Stored data:
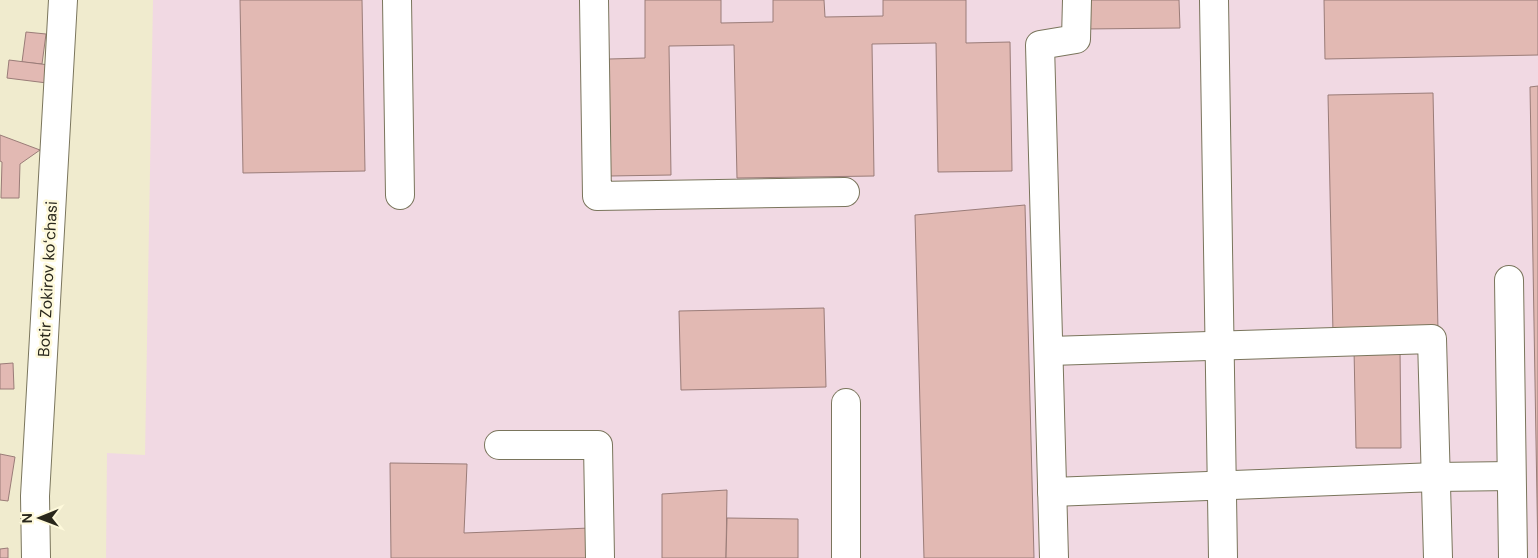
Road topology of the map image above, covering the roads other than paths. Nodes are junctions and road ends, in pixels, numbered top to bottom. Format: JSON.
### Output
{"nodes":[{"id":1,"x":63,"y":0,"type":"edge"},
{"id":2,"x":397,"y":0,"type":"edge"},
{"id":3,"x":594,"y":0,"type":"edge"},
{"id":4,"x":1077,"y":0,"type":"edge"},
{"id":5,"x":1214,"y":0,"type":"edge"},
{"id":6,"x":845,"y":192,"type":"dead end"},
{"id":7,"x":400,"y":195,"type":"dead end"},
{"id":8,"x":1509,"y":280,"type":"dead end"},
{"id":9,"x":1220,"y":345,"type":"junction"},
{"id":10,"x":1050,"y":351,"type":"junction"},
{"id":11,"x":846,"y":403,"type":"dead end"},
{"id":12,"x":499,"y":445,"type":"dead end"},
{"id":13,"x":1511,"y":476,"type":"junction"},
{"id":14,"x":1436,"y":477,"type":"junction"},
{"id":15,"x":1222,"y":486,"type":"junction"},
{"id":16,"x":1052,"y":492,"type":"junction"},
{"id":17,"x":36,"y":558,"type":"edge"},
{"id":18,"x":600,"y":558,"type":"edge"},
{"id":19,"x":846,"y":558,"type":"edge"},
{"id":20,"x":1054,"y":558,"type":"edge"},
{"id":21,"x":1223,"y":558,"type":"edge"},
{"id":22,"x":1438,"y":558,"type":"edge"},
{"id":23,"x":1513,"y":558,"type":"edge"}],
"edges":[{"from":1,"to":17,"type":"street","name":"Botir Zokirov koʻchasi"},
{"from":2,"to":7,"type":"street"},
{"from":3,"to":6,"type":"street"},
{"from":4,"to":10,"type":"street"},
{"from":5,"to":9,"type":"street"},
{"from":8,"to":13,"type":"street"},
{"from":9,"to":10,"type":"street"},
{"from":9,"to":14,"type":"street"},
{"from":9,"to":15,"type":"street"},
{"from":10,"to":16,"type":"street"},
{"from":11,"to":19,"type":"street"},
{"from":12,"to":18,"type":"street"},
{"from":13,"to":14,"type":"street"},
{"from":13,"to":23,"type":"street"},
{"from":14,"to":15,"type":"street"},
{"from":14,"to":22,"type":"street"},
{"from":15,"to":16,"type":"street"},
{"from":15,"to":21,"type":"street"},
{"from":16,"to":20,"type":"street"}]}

_TASK DESCRIPTION_: Check each line above for the string "dead" and report how many lines have it, giving only the number.

_OUTPUT OF THE EXERCISE_: 5